Required work
Output the data below line for line, exactly, up to and including the line where "position:absolute; display:grid; place-items:center;" appears.

(Stored records)

##############################

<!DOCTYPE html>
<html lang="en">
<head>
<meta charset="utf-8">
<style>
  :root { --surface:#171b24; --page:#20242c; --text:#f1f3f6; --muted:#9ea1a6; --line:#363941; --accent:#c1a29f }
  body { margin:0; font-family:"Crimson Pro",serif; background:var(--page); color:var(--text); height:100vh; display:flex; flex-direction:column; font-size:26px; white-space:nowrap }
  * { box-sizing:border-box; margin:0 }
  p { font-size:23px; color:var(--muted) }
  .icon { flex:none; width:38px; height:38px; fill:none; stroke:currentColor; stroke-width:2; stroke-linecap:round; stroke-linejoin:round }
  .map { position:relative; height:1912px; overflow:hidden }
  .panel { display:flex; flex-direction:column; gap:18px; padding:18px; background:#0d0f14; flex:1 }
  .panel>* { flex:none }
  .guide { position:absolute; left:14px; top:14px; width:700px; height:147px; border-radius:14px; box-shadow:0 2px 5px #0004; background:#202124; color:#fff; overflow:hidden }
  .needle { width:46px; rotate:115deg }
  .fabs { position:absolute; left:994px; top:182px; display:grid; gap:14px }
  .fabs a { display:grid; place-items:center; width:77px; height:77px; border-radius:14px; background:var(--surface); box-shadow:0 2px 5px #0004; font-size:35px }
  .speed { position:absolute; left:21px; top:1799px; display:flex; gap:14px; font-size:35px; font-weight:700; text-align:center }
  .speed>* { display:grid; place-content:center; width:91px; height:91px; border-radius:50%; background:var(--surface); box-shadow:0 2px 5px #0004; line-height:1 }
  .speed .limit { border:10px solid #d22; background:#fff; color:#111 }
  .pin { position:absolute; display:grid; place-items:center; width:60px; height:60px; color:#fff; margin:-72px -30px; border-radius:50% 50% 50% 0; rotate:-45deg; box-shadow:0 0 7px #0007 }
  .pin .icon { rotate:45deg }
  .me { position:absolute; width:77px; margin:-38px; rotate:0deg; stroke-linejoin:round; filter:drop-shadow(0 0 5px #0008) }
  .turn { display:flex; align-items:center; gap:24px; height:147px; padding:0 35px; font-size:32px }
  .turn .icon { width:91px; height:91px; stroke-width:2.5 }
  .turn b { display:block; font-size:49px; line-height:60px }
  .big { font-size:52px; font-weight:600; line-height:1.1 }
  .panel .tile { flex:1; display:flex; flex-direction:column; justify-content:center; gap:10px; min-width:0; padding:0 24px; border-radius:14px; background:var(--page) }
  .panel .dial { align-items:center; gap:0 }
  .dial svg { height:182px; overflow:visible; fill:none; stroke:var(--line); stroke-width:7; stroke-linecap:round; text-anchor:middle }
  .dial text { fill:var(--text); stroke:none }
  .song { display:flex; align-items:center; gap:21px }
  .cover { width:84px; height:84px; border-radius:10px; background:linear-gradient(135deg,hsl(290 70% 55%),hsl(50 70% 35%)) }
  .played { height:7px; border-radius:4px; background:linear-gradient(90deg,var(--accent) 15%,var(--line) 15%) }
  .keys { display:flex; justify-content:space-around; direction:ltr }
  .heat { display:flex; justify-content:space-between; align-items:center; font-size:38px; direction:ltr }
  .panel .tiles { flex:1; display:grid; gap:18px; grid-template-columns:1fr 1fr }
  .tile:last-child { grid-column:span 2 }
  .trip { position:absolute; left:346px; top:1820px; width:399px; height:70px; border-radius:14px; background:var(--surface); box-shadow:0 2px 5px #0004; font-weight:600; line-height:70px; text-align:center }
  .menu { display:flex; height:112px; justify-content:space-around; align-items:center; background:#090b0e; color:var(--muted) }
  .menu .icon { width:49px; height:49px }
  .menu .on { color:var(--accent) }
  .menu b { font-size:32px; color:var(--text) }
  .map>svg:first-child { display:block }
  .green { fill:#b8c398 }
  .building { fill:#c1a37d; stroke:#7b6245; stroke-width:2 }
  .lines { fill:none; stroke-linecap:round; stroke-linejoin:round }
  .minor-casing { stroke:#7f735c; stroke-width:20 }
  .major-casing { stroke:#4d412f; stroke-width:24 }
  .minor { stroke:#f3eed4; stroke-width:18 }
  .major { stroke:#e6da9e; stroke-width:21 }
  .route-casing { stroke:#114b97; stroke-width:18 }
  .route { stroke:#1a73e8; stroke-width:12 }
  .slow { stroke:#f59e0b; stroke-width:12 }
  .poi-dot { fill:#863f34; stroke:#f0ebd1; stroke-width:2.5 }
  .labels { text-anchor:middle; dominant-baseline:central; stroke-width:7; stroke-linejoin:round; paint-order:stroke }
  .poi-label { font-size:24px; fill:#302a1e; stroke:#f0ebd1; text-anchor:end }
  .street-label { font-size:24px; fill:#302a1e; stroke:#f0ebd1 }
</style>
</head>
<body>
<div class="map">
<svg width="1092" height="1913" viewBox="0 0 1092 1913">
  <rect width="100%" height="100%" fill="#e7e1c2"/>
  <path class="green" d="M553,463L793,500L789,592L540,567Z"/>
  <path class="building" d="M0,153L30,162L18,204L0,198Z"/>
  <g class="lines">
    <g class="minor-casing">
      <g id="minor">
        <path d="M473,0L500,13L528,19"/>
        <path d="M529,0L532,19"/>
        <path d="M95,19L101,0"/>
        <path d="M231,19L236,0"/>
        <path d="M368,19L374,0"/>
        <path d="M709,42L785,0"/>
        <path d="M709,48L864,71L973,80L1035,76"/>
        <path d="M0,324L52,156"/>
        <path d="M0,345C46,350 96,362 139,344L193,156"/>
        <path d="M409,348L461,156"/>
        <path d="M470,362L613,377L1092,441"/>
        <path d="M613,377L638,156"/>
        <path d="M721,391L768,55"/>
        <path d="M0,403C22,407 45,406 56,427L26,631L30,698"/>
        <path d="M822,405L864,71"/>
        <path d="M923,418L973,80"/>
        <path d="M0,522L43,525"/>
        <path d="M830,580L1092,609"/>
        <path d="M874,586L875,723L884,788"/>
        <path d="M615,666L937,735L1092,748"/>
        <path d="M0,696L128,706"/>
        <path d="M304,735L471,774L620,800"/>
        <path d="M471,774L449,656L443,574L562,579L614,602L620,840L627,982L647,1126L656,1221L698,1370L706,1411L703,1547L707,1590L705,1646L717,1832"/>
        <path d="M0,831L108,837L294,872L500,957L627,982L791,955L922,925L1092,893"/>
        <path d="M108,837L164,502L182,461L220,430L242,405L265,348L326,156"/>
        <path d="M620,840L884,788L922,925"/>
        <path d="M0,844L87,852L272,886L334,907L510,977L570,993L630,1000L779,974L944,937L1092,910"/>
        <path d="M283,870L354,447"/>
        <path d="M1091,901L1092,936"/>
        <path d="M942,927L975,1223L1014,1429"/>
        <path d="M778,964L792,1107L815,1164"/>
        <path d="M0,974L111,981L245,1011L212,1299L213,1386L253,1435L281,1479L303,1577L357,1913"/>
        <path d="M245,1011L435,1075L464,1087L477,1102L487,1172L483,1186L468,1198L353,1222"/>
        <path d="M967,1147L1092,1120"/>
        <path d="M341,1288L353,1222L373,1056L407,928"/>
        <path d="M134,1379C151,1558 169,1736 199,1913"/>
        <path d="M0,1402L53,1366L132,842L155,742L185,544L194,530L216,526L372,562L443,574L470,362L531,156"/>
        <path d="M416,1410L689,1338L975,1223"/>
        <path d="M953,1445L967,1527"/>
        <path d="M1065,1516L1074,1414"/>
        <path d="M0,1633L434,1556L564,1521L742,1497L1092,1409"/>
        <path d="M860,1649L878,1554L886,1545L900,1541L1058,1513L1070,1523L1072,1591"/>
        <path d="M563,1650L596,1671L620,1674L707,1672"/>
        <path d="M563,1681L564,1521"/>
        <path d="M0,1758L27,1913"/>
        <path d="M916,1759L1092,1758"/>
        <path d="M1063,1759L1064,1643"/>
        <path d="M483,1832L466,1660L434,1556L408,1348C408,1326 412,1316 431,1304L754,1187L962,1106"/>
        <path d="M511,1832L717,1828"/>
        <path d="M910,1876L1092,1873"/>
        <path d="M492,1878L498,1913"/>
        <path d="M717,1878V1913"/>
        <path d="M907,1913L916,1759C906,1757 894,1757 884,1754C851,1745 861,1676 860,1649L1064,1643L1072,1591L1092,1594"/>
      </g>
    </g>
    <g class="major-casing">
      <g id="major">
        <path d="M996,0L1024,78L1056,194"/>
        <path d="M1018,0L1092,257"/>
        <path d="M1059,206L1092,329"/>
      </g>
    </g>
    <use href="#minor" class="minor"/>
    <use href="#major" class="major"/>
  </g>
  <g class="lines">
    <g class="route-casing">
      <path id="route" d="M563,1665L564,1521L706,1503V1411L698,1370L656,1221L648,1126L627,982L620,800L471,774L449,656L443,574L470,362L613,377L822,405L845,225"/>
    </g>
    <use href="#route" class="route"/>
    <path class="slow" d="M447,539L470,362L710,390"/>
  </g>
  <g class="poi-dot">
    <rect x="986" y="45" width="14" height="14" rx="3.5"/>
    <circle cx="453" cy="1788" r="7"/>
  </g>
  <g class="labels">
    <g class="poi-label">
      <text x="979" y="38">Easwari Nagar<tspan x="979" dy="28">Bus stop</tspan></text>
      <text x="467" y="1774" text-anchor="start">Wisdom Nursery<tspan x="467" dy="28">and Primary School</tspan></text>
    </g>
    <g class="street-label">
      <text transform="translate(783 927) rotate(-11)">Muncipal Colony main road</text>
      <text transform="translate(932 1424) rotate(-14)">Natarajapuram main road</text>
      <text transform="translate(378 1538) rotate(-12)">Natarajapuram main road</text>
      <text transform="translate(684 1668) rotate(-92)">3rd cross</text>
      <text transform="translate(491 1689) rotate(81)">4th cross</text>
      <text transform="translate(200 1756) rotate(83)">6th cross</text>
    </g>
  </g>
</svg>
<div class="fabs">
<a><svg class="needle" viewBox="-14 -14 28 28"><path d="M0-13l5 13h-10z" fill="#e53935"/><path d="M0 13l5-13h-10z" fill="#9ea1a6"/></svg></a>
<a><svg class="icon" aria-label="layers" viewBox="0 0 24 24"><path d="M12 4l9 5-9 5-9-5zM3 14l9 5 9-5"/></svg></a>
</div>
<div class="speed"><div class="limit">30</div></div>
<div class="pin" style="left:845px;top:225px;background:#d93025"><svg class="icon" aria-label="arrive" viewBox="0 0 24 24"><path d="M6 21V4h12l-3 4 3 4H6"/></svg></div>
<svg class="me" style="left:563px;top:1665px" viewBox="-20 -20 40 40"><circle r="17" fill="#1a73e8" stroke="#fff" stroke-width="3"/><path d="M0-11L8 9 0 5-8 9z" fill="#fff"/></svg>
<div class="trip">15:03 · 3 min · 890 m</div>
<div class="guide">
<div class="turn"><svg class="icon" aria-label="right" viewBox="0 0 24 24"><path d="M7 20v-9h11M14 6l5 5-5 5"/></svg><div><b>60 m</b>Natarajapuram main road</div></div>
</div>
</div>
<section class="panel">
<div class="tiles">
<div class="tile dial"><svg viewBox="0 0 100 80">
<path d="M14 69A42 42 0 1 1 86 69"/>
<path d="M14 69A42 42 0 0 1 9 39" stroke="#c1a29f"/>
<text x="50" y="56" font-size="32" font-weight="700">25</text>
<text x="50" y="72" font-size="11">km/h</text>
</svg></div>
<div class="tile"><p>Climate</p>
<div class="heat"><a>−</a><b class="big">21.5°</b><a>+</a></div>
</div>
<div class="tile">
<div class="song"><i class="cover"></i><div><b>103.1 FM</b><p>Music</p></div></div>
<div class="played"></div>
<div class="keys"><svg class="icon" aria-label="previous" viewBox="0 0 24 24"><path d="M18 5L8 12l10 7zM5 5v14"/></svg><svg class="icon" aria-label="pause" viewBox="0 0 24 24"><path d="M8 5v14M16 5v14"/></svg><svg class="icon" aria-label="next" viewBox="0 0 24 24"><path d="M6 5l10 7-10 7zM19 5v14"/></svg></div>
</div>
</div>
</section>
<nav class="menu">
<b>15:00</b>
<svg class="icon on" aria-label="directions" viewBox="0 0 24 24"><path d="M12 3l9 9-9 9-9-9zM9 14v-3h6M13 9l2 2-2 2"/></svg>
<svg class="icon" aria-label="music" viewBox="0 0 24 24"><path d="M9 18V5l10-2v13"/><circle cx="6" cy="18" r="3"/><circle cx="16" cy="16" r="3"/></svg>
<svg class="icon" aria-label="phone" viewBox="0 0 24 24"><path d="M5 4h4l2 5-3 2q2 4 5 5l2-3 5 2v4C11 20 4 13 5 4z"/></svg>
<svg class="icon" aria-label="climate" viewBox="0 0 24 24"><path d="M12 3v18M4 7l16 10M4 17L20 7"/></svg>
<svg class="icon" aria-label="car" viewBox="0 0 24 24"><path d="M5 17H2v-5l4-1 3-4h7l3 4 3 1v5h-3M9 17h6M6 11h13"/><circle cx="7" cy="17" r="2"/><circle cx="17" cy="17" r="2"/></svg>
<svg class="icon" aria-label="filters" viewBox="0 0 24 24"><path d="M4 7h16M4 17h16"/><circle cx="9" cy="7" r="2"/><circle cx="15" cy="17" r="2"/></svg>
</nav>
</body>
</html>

##############################

Response to the task
<!DOCTYPE html>
<html lang="en">
<head>
<meta charset="utf-8">
<style>
  :root { --surface:#171b24; --page:#20242c; --text:#f1f3f6; --muted:#9ea1a6; --line:#363941; --accent:#c1a29f }
  body { margin:0; font-family:"Crimson Pro",serif; background:var(--page); color:var(--text); height:100vh; display:flex; flex-direction:column; font-size:26px; white-space:nowrap }
  * { box-sizing:border-box; margin:0 }
  p { font-size:23px; color:var(--muted) }
  .icon { flex:none; width:38px; height:38px; fill:none; stroke:currentColor; stroke-width:2; stroke-linecap:round; stroke-linejoin:round }
  .map { position:relative; height:1912px; overflow:hidden }
  .panel { display:flex; flex-direction:column; gap:18px; padding:18px; background:#0d0f14; flex:1 }
  .panel>* { flex:none }
  .guide { position:absolute; left:14px; top:14px; width:700px; height:147px; border-radius:14px; box-shadow:0 2px 5px #0004; background:#202124; color:#fff; overflow:hidden }
  .needle { width:46px; rotate:115deg }
  .fabs { position:absolute; left:994px; top:182px; display:grid; gap:14px }
  .fabs a { display:grid; place-items:center; width:77px; height:77px; border-radius:14px; background:var(--surface); box-shadow:0 2px 5px #0004; font-size:35px }
  .speed { position:absolute; left:21px; top:1799px; display:flex; gap:14px; font-size:35px; font-weight:700; text-align:center }
  .speed>* { display:grid; place-content:center; width:91px; height:91px; border-radius:50%; background:var(--surface); box-shadow:0 2px 5px #0004; line-height:1 }
  .speed .limit { border:10px solid #d22; background:#fff; color:#111 }
  .pin { position:absolute; display:grid; place-items:center; width:60px; height:60px; color:#fff; margin:-72px -30px; border-radius:50% 50% 50% 0; rotate:-45deg; box-shadow:0 0 7px #0007 }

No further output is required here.